No, this is what regulation and laws are for. Too bad science and the like seem to be on the way out currently. :/
A small way to help is to replace some or all of your lawn with native species. A lawn should be a throw rug, not wall to wall carpet that is functionally a desert. If you won't get fined for doing so.
[1] https://www.worldwildlife.org/news/press-releases/catastroph...
[2] https://www.sciencedirect.com/science/article/abs/pii/S00063...
The other nice thing is they don't need cutting nearly as often. I only had to cut the lawn because the stray random grasses and weeds that grew among the clovers.
It’s not too hard to find in the US. You could buy five pounds of seed [0] right now if you wanted to.
0: https://www.johnnyseeds.com/farm-seed/legumes/clovers/new-ze...
https://www.google.com/search?q=Dutch+white+clover+seed+for+...
I'm looking into native sedges right now since they provide a lot of ecological benefit and are better-suited to growing in the soil conditions of my yard.

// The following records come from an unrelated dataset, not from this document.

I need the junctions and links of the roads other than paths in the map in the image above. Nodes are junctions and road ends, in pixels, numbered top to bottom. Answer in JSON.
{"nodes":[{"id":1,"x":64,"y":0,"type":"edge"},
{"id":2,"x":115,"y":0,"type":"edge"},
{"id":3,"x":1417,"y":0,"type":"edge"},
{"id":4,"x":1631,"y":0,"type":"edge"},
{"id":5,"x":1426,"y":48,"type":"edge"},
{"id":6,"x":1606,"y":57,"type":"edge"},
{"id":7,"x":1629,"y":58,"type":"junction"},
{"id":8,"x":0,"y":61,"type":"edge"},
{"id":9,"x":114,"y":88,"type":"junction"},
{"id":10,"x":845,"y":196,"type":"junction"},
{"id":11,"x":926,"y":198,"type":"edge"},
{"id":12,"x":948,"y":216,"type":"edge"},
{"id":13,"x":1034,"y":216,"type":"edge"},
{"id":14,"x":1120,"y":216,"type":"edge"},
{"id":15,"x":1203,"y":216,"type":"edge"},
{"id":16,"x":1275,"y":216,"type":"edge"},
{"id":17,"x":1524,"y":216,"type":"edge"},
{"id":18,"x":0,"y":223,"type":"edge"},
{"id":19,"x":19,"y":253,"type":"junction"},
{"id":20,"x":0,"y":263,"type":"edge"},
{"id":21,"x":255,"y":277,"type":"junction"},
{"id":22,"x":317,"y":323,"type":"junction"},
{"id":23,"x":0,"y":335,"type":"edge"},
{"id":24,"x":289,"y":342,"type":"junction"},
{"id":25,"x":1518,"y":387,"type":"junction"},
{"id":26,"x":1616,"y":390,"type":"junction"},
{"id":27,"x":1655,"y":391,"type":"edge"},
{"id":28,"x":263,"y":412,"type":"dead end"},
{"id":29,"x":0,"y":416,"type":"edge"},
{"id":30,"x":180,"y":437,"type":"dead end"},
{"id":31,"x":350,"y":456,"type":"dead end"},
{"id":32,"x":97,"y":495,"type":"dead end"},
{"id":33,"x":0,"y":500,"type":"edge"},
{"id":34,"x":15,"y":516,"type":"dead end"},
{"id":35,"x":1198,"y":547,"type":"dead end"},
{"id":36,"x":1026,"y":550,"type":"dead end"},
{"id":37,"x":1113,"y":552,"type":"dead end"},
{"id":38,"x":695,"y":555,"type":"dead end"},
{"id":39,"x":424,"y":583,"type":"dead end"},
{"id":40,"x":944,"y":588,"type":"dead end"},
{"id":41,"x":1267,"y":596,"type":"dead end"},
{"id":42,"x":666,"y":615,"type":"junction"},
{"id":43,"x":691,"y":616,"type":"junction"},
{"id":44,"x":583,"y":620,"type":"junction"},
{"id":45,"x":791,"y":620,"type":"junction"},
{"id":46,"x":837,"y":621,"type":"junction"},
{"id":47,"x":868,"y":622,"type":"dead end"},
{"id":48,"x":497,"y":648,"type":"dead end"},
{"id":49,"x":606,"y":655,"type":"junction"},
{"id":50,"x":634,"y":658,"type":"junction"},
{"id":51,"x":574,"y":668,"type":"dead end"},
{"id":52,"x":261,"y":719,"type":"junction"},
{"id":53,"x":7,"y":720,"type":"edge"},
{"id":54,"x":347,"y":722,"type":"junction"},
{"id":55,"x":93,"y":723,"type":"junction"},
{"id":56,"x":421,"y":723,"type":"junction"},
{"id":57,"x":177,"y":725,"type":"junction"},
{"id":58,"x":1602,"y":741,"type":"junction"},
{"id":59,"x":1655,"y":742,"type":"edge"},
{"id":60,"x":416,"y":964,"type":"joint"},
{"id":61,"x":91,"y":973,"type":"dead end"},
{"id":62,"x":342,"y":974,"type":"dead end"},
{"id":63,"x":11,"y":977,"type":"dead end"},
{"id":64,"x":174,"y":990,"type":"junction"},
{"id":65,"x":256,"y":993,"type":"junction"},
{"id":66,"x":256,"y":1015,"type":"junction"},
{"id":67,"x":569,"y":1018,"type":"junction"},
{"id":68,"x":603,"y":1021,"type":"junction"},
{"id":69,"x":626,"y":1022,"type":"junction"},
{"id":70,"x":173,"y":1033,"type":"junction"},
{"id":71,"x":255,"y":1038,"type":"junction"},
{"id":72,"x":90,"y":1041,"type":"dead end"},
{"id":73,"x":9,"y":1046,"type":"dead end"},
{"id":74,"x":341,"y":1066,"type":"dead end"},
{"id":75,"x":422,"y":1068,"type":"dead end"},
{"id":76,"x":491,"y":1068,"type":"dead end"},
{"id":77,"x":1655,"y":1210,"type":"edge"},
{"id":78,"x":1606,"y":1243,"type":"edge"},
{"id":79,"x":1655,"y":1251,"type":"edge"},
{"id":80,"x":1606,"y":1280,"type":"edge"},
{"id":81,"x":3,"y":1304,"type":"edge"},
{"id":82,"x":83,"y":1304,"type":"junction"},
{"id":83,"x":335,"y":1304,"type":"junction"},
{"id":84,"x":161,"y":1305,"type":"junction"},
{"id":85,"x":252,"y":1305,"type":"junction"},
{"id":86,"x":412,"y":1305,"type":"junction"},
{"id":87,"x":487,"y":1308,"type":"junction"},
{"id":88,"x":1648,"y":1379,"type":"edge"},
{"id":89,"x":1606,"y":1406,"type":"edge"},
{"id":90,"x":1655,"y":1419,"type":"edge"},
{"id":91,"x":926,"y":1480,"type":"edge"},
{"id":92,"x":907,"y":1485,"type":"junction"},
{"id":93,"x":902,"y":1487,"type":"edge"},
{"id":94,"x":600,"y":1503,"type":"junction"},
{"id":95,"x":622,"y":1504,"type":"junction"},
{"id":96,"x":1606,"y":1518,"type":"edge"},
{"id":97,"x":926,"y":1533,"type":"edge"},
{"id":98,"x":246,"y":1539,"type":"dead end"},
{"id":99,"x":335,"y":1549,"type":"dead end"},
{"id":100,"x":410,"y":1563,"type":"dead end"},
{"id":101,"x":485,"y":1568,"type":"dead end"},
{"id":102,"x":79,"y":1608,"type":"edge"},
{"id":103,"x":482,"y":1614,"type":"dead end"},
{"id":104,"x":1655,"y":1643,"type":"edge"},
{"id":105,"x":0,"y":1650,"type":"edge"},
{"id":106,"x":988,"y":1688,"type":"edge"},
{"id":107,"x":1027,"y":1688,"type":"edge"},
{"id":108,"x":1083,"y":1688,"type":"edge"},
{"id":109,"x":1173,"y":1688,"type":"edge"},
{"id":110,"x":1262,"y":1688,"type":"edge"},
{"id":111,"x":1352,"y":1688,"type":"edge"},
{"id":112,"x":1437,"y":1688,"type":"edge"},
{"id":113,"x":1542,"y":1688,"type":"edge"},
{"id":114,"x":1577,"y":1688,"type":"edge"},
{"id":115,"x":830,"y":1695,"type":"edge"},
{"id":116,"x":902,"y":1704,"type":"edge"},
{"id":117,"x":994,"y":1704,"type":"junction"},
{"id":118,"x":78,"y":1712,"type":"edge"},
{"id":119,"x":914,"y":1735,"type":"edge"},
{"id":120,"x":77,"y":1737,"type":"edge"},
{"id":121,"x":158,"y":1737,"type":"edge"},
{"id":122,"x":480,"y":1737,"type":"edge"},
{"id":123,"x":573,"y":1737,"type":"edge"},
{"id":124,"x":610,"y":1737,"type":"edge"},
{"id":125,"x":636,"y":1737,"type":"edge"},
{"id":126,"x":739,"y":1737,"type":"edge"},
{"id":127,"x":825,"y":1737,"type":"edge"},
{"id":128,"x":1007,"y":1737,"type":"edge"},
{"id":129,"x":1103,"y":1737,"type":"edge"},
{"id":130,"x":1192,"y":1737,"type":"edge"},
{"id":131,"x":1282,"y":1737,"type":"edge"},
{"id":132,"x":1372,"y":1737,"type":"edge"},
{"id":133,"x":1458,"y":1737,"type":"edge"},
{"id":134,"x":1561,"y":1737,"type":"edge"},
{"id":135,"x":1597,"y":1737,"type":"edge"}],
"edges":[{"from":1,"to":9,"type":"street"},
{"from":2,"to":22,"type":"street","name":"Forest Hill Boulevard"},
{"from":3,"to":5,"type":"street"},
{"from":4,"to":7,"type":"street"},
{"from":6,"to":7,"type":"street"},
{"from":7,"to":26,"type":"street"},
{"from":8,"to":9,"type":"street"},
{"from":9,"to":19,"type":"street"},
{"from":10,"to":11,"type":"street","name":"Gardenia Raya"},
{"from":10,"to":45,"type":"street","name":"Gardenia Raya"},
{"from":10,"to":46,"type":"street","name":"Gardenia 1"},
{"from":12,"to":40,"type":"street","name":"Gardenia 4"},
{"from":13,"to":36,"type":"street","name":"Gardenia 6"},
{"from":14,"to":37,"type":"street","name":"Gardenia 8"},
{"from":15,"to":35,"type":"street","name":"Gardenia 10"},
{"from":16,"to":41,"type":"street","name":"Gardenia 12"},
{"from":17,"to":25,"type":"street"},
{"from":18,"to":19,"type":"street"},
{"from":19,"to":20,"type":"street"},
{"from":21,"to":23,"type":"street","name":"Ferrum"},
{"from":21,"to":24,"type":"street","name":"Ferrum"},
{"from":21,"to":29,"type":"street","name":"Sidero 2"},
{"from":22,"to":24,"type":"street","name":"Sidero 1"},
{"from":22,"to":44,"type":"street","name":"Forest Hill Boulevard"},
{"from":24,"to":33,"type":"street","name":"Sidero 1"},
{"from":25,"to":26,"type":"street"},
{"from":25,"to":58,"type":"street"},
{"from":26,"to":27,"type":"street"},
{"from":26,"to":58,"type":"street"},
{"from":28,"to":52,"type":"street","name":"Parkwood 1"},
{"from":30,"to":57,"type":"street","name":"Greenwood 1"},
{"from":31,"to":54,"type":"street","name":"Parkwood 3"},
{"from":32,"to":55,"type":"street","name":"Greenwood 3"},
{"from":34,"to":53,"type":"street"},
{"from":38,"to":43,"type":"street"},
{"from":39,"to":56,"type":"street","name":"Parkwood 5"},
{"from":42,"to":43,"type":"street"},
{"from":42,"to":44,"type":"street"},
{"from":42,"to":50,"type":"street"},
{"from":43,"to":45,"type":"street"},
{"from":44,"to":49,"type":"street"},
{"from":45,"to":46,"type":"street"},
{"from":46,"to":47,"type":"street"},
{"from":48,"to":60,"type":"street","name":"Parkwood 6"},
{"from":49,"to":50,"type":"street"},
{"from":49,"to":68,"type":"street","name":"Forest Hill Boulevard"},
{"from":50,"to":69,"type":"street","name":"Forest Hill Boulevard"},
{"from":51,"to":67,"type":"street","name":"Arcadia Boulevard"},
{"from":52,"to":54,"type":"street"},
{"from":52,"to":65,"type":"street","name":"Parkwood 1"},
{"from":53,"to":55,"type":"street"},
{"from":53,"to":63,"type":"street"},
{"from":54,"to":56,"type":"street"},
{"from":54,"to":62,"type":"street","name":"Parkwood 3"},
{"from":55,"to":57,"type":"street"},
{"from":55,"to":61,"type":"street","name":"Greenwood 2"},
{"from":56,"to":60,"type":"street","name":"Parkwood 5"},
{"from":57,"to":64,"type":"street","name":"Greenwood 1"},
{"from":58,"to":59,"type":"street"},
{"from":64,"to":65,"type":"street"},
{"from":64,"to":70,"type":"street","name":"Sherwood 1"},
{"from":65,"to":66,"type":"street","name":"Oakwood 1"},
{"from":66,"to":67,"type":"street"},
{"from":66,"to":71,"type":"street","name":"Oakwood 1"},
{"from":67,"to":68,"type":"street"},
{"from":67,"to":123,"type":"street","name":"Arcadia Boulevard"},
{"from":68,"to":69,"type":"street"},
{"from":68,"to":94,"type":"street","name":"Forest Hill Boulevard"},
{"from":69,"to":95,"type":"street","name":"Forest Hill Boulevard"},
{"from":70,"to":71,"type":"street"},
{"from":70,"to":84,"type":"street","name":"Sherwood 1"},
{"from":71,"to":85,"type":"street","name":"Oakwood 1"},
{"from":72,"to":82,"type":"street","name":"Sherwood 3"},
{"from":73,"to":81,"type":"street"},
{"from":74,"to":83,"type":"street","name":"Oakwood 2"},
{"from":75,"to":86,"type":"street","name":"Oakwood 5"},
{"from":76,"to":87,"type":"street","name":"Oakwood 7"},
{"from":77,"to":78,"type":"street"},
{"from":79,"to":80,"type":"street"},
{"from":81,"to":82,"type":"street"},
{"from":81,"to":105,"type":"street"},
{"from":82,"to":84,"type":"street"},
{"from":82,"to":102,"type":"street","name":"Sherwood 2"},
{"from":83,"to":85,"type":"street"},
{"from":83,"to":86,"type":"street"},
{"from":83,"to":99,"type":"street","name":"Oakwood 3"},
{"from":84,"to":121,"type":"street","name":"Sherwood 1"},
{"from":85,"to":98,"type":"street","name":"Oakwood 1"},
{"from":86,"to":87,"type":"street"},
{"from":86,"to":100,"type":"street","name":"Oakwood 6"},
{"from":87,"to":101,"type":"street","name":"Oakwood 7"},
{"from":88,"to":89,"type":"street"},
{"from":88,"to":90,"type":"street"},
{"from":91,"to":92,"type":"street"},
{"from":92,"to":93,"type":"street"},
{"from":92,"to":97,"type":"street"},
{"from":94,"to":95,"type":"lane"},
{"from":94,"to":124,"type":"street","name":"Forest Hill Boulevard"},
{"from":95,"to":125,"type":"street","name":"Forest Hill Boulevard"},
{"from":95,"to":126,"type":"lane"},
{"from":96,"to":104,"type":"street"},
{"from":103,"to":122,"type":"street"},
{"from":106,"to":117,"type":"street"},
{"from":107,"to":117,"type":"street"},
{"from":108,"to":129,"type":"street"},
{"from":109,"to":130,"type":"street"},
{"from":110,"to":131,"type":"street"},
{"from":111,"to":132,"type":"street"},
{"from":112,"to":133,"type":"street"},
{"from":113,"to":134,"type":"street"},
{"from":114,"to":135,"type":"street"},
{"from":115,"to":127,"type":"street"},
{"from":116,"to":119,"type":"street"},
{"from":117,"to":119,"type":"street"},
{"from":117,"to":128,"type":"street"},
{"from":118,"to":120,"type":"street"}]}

My idea is that there are two types of lawns. There are the lawn you use, and it is fine to be grass. But there is a lot of lawn that is landscaping and that can be native plants.
Startup opportunity, anyone?
The names of these plants ought to be changed.
But we fought the milkweeds cause nobody wanted them in their yard cause before long it's all you had.
We won the war but we don't have as many monarch butterflies anymore.
Here it had nothing to do with pesticides, we just destroyed their lifecycle.
Milkweed is the only one that can feed the Monarch at all stages of its life, from larva to caterpillar to butterfly. When people plant butterfly bushes, it “tricks” the butterfly (or at least crowds out better options) into laying eggs where the larvae will ultimately die of starvation.